There is no particular reason why we must adopt one of these explanations to the exclusion of the other two. It is conceivable that all three processes collaborate in the determination of creative output. Even so, the three interpretations have variable implications for a Darwinian conception of creative genius. The combinatorial-explosion account is clearly the one most consistent with Campbell’s variation-selection theory of creativity. Moreover, the multiplicative-influences interpretation has obvious affinities with the behavioral-genetic model of emergenesis. It has the additional advantage of being applicable to both productive and reproductive success. Biological fitness may also be a multiplicative function of a large number of normally distributed traits. This would explain why the cross-sectional distribution of reproductive success tends to exhibit the same skewed form observed for productive success. In fact, both Price and Lotka’s laws may apply to the output of progeny. To verify this conjecture, I reanalyzed the data from a 15-year study of 32 male rhesus macaques and found that the six (=^32) most prominent progenitors sired 48% of the offspring. This is in close agreement with the prediction of the Price law. So both cultural and biological fitness may be governed by a deeper multiplicative process.

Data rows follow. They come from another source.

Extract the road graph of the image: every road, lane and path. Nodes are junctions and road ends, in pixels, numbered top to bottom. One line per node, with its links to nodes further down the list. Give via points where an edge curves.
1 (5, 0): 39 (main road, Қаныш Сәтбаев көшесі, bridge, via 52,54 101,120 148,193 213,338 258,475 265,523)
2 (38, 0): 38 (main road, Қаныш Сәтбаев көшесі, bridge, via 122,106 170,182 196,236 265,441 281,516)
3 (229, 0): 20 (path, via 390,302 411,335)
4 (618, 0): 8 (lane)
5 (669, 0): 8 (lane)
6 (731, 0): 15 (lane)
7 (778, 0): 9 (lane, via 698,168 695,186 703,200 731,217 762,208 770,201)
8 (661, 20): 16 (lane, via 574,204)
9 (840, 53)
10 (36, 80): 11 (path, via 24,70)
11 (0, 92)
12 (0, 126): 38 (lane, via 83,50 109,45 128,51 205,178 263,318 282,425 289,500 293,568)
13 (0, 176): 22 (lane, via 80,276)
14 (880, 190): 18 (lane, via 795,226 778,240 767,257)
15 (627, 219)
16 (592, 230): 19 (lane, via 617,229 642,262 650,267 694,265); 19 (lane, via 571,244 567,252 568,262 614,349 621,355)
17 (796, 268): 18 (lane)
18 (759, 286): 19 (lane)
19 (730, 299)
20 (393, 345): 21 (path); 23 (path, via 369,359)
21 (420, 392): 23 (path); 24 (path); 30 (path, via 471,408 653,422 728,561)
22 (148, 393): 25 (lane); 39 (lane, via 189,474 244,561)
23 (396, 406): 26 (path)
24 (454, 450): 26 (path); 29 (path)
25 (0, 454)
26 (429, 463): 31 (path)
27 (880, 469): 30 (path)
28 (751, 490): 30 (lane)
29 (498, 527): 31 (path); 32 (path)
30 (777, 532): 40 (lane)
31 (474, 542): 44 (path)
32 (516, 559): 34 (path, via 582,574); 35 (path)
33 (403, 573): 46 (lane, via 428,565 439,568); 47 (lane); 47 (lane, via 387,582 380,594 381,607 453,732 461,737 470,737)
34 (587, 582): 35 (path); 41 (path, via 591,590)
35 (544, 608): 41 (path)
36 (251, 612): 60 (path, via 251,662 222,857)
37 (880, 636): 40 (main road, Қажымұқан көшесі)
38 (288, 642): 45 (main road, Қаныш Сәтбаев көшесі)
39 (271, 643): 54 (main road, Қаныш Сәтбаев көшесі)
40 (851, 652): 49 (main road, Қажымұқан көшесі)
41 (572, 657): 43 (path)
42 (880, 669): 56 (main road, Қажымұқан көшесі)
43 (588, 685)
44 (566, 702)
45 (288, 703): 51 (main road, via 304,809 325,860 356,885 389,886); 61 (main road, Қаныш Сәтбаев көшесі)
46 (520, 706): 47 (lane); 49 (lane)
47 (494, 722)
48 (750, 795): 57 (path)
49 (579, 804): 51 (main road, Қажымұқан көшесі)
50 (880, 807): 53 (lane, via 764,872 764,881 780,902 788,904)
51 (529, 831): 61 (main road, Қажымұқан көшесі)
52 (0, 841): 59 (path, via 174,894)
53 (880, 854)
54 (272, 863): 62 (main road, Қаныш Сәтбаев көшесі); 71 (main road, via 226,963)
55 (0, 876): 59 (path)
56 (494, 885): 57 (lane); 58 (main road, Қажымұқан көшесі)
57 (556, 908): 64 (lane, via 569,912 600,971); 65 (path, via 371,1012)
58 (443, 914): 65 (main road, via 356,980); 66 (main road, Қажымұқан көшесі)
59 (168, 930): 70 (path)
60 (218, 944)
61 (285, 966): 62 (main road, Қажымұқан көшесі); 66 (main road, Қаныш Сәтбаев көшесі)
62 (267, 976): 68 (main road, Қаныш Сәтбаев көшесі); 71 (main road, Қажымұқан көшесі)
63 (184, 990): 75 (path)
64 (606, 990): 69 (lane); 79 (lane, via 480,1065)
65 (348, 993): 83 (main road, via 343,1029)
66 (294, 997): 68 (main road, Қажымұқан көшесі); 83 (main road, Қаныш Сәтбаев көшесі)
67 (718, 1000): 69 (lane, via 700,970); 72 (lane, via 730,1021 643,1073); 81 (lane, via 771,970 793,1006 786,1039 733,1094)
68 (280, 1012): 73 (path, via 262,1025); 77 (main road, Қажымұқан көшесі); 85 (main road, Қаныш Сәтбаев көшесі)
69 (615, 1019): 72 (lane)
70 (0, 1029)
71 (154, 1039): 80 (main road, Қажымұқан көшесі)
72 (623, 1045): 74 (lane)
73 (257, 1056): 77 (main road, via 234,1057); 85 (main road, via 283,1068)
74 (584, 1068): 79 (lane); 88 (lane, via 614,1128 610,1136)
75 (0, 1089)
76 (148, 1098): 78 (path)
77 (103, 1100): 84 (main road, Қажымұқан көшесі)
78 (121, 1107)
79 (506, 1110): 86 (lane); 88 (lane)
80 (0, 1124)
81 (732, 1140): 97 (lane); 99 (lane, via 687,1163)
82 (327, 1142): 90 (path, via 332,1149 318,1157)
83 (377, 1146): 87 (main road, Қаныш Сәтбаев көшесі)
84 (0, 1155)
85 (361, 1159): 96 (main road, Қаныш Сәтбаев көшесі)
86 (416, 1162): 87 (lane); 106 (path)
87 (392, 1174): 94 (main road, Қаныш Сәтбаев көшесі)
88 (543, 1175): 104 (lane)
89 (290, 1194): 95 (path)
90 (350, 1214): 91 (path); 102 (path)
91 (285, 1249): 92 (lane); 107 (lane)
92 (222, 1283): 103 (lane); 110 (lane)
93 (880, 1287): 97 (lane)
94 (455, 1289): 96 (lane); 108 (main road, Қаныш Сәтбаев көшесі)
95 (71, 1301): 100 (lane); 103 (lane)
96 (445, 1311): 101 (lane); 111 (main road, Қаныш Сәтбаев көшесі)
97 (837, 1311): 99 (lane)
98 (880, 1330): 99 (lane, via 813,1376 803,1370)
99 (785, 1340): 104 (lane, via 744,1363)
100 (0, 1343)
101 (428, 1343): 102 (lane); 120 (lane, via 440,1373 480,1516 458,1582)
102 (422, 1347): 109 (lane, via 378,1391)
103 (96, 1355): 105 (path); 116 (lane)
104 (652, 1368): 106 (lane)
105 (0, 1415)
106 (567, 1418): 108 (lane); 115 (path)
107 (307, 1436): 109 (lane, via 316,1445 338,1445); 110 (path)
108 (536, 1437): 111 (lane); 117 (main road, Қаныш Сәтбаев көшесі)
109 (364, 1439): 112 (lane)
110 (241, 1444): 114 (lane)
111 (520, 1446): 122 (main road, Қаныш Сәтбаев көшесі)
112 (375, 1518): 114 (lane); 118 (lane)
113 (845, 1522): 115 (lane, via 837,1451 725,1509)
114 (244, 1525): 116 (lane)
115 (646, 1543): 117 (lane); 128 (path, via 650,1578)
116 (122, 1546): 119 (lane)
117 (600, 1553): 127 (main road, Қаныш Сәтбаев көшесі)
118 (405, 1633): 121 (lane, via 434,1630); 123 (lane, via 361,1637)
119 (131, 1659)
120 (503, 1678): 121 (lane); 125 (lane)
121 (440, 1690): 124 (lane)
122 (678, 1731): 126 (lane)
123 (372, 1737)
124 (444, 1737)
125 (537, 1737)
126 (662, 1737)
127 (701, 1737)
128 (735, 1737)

In contrast, the cumulative-advantage explanation would appear to sit uneasily with a Darwinian view. In particular, advocates of this theory frequently argue that individual differences are imposed from the outside rather than being intrinsic to the creative person. Variation in associative powers, personal disposition, and early background—such as treated in the prior two chapters—may be simply irrelevant. Instead, the contrasts between genius and nonentity can be ascribed to the capricious influence of luck and timing. Indeed, this notion has been christened the “Ecclesiastes hypothesis” after the biblical passage “The race is not to the swift, nor the battle to the strong, neither bread to the wise, nor yet riches to men of understanding, nor yet favor to men of skill; but time and chance hap-peneth to them all.” Consequently, productive success becomes decoupled from cultural fitness. Such a hypothesis is as anti-Darwinian as would be the analogous claim that variation in reproductive success had absolutely no correspondence with adaptive fitness.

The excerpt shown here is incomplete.